Cabbage Fat Burning Soup Recipe

The Ultimate Cabbage Fat Burning Soup Recipe for Slimming Down

Fire up your metabolism with this delectable cabbage fat burning soup that packs a powerful punch of nutrition and flavor.

Packed with wholesome vegetables and lean ingredients, this soup turns ordinary meal prep into a health-boosting experience.

Low in calories and high in nutrients, the recipe delivers a satisfying meal that supports weight management goals.

Each spoonful bursts with vibrant ingredients designed to nourish and energize.

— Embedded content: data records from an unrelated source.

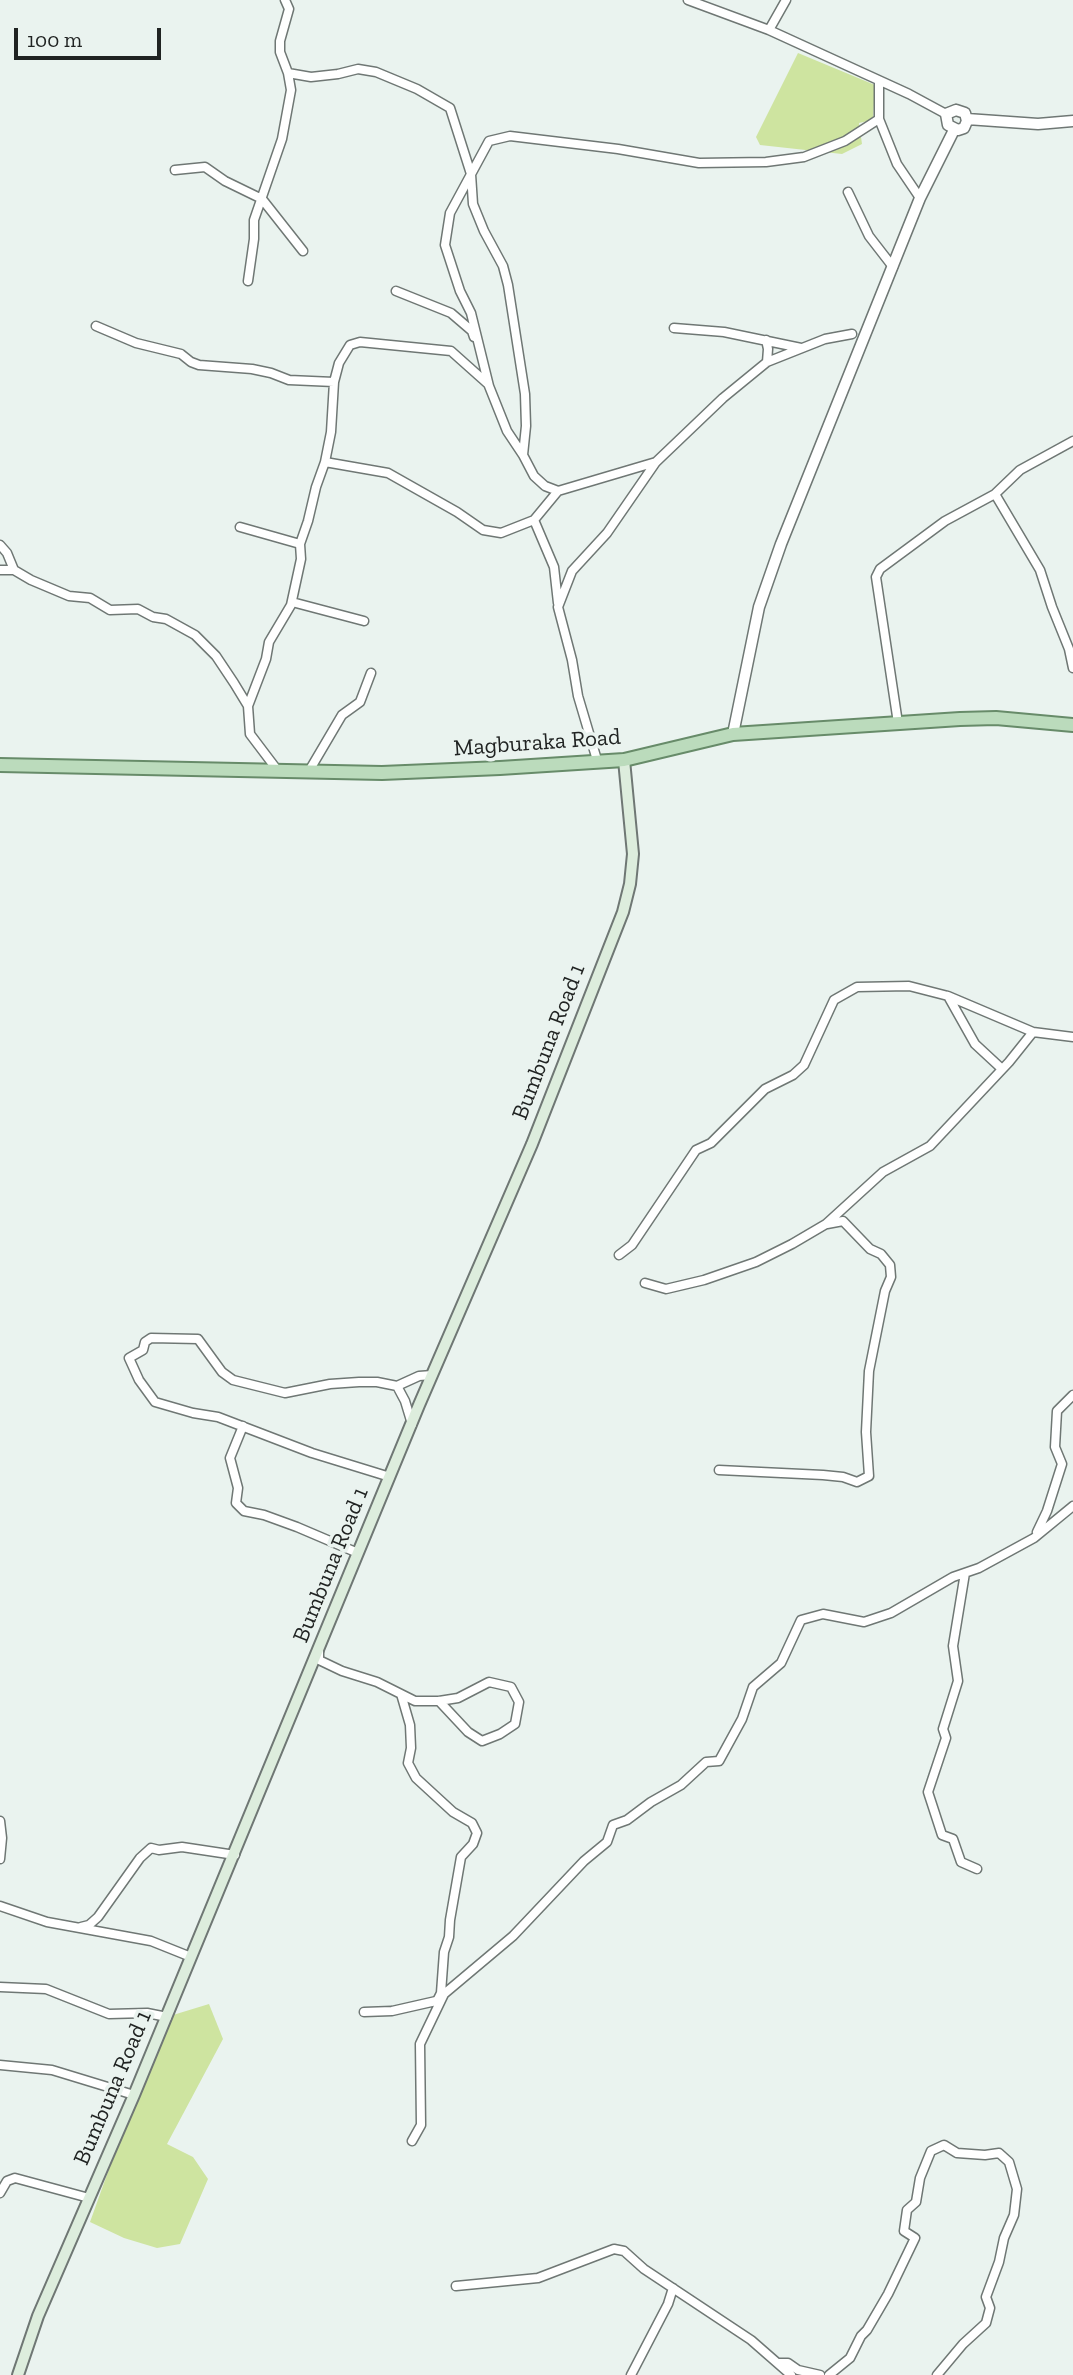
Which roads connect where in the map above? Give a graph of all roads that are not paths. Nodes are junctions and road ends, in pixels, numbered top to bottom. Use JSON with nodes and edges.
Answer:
{"nodes":[{"id":1,"x":285,"y":0,"type":"edge"},
{"id":2,"x":688,"y":0,"type":"edge"},
{"id":3,"x":786,"y":0,"type":"edge"},
{"id":4,"x":769,"y":30,"type":"junction"},
{"id":5,"x":288,"y":73,"type":"junction"},
{"id":6,"x":879,"y":80,"type":"junction"},
{"id":7,"x":946,"y":114,"type":"junction"},
{"id":8,"x":879,"y":119,"type":"junction"},
{"id":9,"x":967,"y":119,"type":"junction"},
{"id":10,"x":1073,"y":121,"type":"edge"},
{"id":11,"x":954,"y":130,"type":"junction"},
{"id":12,"x":175,"y":170,"type":"dead end"},
{"id":13,"x":471,"y":174,"type":"junction"},
{"id":14,"x":848,"y":192,"type":"dead end"},
{"id":15,"x":262,"y":198,"type":"junction"},
{"id":16,"x":920,"y":198,"type":"junction"},
{"id":17,"x":303,"y":251,"type":"dead end"},
{"id":18,"x":893,"y":267,"type":"junction"},
{"id":19,"x":248,"y":281,"type":"dead end"},
{"id":20,"x":396,"y":291,"type":"dead end"},
{"id":21,"x":96,"y":326,"type":"dead end"},
{"id":22,"x":674,"y":328,"type":"dead end"},
{"id":23,"x":852,"y":334,"type":"dead end"},
{"id":24,"x":766,"y":340,"type":"junction"},
{"id":25,"x":478,"y":346,"type":"junction"},
{"id":26,"x":801,"y":348,"type":"junction"},
{"id":27,"x":766,"y":362,"type":"junction"},
{"id":28,"x":334,"y":382,"type":"junction"},
{"id":29,"x":489,"y":386,"type":"junction"},
{"id":30,"x":1072,"y":443,"type":"edge"},
{"id":31,"x":523,"y":455,"type":"junction"},
{"id":32,"x":656,"y":462,"type":"junction"},
{"id":33,"x":325,"y":463,"type":"junction"},
{"id":34,"x":558,"y":491,"type":"junction"},
{"id":35,"x":995,"y":494,"type":"junction"},
{"id":36,"x":534,"y":520,"type":"junction"},
{"id":37,"x":240,"y":527,"type":"dead end"},
{"id":38,"x":300,"y":544,"type":"junction"},
{"id":39,"x":0,"y":545,"type":"edge"},
{"id":40,"x":0,"y":570,"type":"edge"},
{"id":41,"x":14,"y":570,"type":"junction"},
{"id":42,"x":292,"y":602,"type":"junction"},
{"id":43,"x":558,"y":607,"type":"junction"},
{"id":44,"x":364,"y":621,"type":"dead end"},
{"id":45,"x":1073,"y":668,"type":"edge"},
{"id":46,"x":371,"y":673,"type":"dead end"},
{"id":47,"x":248,"y":706,"type":"junction"},
{"id":48,"x":898,"y":723,"type":"junction"},
{"id":49,"x":1073,"y":725,"type":"edge"},
{"id":50,"x":733,"y":734,"type":"junction"},
{"id":51,"x":597,"y":760,"type":"junction"},
{"id":52,"x":624,"y":760,"type":"junction"},
{"id":53,"x":0,"y":765,"type":"edge"},
{"id":54,"x":278,"y":771,"type":"junction"},
{"id":55,"x":309,"y":771,"type":"junction"},
{"id":56,"x":948,"y":996,"type":"junction"},
{"id":57,"x":1033,"y":1032,"type":"junction"},
{"id":58,"x":1073,"y":1037,"type":"edge"},
{"id":59,"x":1002,"y":1069,"type":"junction"},
{"id":60,"x":849,"y":1202,"type":"junction"},
{"id":61,"x":844,"y":1221,"type":"junction"},
{"id":62,"x":826,"y":1224,"type":"junction"},
{"id":63,"x":619,"y":1255,"type":"dead end"},
{"id":64,"x":645,"y":1283,"type":"dead end"},
{"id":65,"x":432,"y":1375,"type":"junction"},
{"id":66,"x":397,"y":1387,"type":"junction"},
{"id":67,"x":1073,"y":1395,"type":"edge"},
{"id":68,"x":412,"y":1424,"type":"junction"},
{"id":69,"x":243,"y":1426,"type":"junction"},
{"id":70,"x":719,"y":1470,"type":"dead end"},
{"id":71,"x":390,"y":1478,"type":"junction"},
{"id":72,"x":1073,"y":1506,"type":"edge"},
{"id":73,"x":1034,"y":1538,"type":"junction"},
{"id":74,"x":358,"y":1553,"type":"junction"},
{"id":75,"x":965,"y":1573,"type":"junction"},
{"id":76,"x":319,"y":1651,"type":"junction"},
{"id":77,"x":401,"y":1694,"type":"junction"},
{"id":78,"x":439,"y":1701,"type":"junction"},
{"id":79,"x":0,"y":1821,"type":"edge"},
{"id":80,"x":235,"y":1855,"type":"junction"},
{"id":81,"x":0,"y":1859,"type":"edge"},
{"id":82,"x":977,"y":1869,"type":"dead end"},
{"id":83,"x":0,"y":1899,"type":"edge"},
{"id":84,"x":3,"y":1907,"type":"edge"},
{"id":85,"x":80,"y":1927,"type":"junction"},
{"id":86,"x":191,"y":1957,"type":"junction"},
{"id":87,"x":0,"y":1987,"type":"edge"},
{"id":88,"x":444,"y":1994,"type":"junction"},
{"id":89,"x":436,"y":2001,"type":"junction"},
{"id":90,"x":364,"y":2012,"type":"dead end"},
{"id":91,"x":166,"y":2017,"type":"junction"},
{"id":92,"x":0,"y":2065,"type":"edge"},
{"id":93,"x":134,"y":2095,"type":"junction"},
{"id":94,"x":412,"y":2141,"type":"dead end"},
{"id":95,"x":0,"y":2193,"type":"edge"},
{"id":96,"x":89,"y":2198,"type":"junction"},
{"id":97,"x":456,"y":2286,"type":"dead end"},
{"id":98,"x":673,"y":2288,"type":"junction"},
{"id":99,"x":778,"y":2363,"type":"junction"},
{"id":100,"x":18,"y":2375,"type":"edge"},
{"id":101,"x":631,"y":2375,"type":"edge"},
{"id":102,"x":791,"y":2375,"type":"edge"},
{"id":103,"x":820,"y":2375,"type":"edge"},
{"id":104,"x":829,"y":2375,"type":"edge"},
{"id":105,"x":937,"y":2375,"type":"edge"}],
"edges":[{"from":1,"to":5,"type":"street"},
{"from":2,"to":4,"type":"street"},
{"from":3,"to":4,"type":"street"},
{"from":4,"to":6,"type":"street"},
{"from":5,"to":13,"type":"street"},
{"from":5,"to":15,"type":"street"},
{"from":6,"to":7,"type":"street"},
{"from":6,"to":8,"type":"street"},
{"from":7,"to":9,"type":"street"},
{"from":7,"to":11,"type":"street"},
{"from":8,"to":13,"type":"street"},
{"from":8,"to":16,"type":"street"},
{"from":9,"to":10,"type":"street"},
{"from":9,"to":11,"type":"street"},
{"from":11,"to":16,"type":"street"},
{"from":12,"to":15,"type":"street"},
{"from":13,"to":25,"type":"street"},
{"from":13,"to":31,"type":"street"},
{"from":14,"to":18,"type":"street"},
{"from":15,"to":17,"type":"street"},
{"from":15,"to":19,"type":"street"},
{"from":16,"to":18,"type":"street"},
{"from":18,"to":50,"type":"street"},
{"from":20,"to":25,"type":"street"},
{"from":21,"to":28,"type":"street"},
{"from":22,"to":24,"type":"street"},
{"from":23,"to":26,"type":"street"},
{"from":24,"to":26,"type":"street"},
{"from":24,"to":27,"type":"street"},
{"from":25,"to":29,"type":"street"},
{"from":26,"to":27,"type":"street"},
{"from":27,"to":32,"type":"street"},
{"from":28,"to":29,"type":"street"},
{"from":28,"to":33,"type":"street"},
{"from":29,"to":31,"type":"street"},
{"from":30,"to":35,"type":"street"},
{"from":31,"to":34,"type":"street"},
{"from":32,"to":34,"type":"street"},
{"from":32,"to":43,"type":"street"},
{"from":33,"to":36,"type":"street"},
{"from":33,"to":38,"type":"street"},
{"from":34,"to":36,"type":"street"},
{"from":35,"to":45,"type":"street"},
{"from":35,"to":48,"type":"street"},
{"from":36,"to":43,"type":"street"},
{"from":37,"to":38,"type":"street"},
{"from":38,"to":42,"type":"street"},
{"from":39,"to":41,"type":"street"},
{"from":40,"to":41,"type":"street"},
{"from":41,"to":47,"type":"street"},
{"from":42,"to":44,"type":"street"},
{"from":42,"to":47,"type":"street"},
{"from":43,"to":51,"type":"street"},
{"from":46,"to":55,"type":"street"},
{"from":47,"to":54,"type":"street"},
{"from":48,"to":49,"type":"main road","name":"Magburaka Road"},
{"from":48,"to":50,"type":"main road","name":"Magburaka Road"},
{"from":50,"to":52,"type":"main road","name":"Magburaka Road"},
{"from":51,"to":52,"type":"main road","name":"Magburaka Road"},
{"from":51,"to":55,"type":"main road","name":"Magburaka Road"},
{"from":52,"to":65,"type":"main road","name":"Bumbuna Road 1"},
{"from":53,"to":54,"type":"main road","name":"Magburaka Road"},
{"from":54,"to":55,"type":"main road","name":"Magburaka Road"},
{"from":56,"to":57,"type":"street"},
{"from":56,"to":59,"type":"street"},
{"from":56,"to":63,"type":"street"},
{"from":57,"to":58,"type":"street"},
{"from":57,"to":59,"type":"street"},
{"from":59,"to":60,"type":"street"},
{"from":60,"to":61,"type":"street"},
{"from":60,"to":62,"type":"street"},
{"from":61,"to":62,"type":"street"},
{"from":61,"to":70,"type":"street"},
{"from":62,"to":64,"type":"street"},
{"from":65,"to":66,"type":"street"},
{"from":65,"to":68,"type":"main road","name":"Bumbuna Road 1"},
{"from":66,"to":68,"type":"street"},
{"from":66,"to":69,"type":"street"},
{"from":67,"to":73,"type":"street"},
{"from":68,"to":71,"type":"main road","name":"Bumbuna Road 1"},
{"from":69,"to":71,"type":"street"},
{"from":69,"to":74,"type":"street"},
{"from":71,"to":74,"type":"main road","name":"Bumbuna Road 1"},
{"from":72,"to":73,"type":"street"},
{"from":73,"to":75,"type":"street"},
{"from":74,"to":76,"type":"main road","name":"Bumbuna Road 1"},
{"from":75,"to":82,"type":"street"},
{"from":75,"to":88,"type":"street"},
{"from":76,"to":77,"type":"street"},
{"from":76,"to":80,"type":"main road","name":"Bumbuna Road 1"},
{"from":77,"to":78,"type":"street"},
{"from":77,"to":89,"type":"street"},
{"from":78,"to":78,"type":"street"},
{"from":79,"to":81,"type":"street"},
{"from":80,"to":85,"type":"street"},
{"from":80,"to":86,"type":"main road","name":"Bumbuna Road 1"},
{"from":83,"to":84,"type":"street"},
{"from":84,"to":85,"type":"street"},
{"from":85,"to":86,"type":"street"},
{"from":86,"to":91,"type":"main road","name":"Bumbuna Road 1"},
{"from":87,"to":91,"type":"street"},
{"from":88,"to":89,"type":"street"},
{"from":88,"to":94,"type":"street"},
{"from":89,"to":90,"type":"street"},
{"from":91,"to":93,"type":"main road","name":"Bumbuna Road 1"},
{"from":92,"to":93,"type":"street"},
{"from":93,"to":96,"type":"main road","name":"Bumbuna Road 1"},
{"from":95,"to":96,"type":"street"},
{"from":96,"to":100,"type":"main road","name":"Bumbuna Road 1"},
{"from":97,"to":98,"type":"street"},
{"from":98,"to":99,"type":"street"},
{"from":98,"to":101,"type":"street"},
{"from":99,"to":102,"type":"street"},
{"from":99,"to":103,"type":"street"},
{"from":104,"to":105,"type":"street"}]}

The simple cooking process ensures anyone can whip up this delicious, health-conscious dish with minimal effort.

Warm, comforting, and aligned with wellness objectives, this soup stands ready to become your new go-to meal for healthier eating.

Dive into a bowl of goodness that makes feeling great taste incredible.

Cabbage Fat-Burning Soup Light and Flavorful

  • Boost Health Powerhouse: Packed with nutrient-dense vegetables that support metabolism and weight management goals.
  • Quick Kitchen Magic: Requires minimal cooking skills and simple preparation steps anyone can master easily.
  • Budget-Friendly Feast: Uses affordable, readily available ingredients that won't break the bank while delivering delicious nutrition.
  • Versatile Comfort Meal: Perfect for meal prep, diet plans, and satisfying hunger without complicated cooking techniques.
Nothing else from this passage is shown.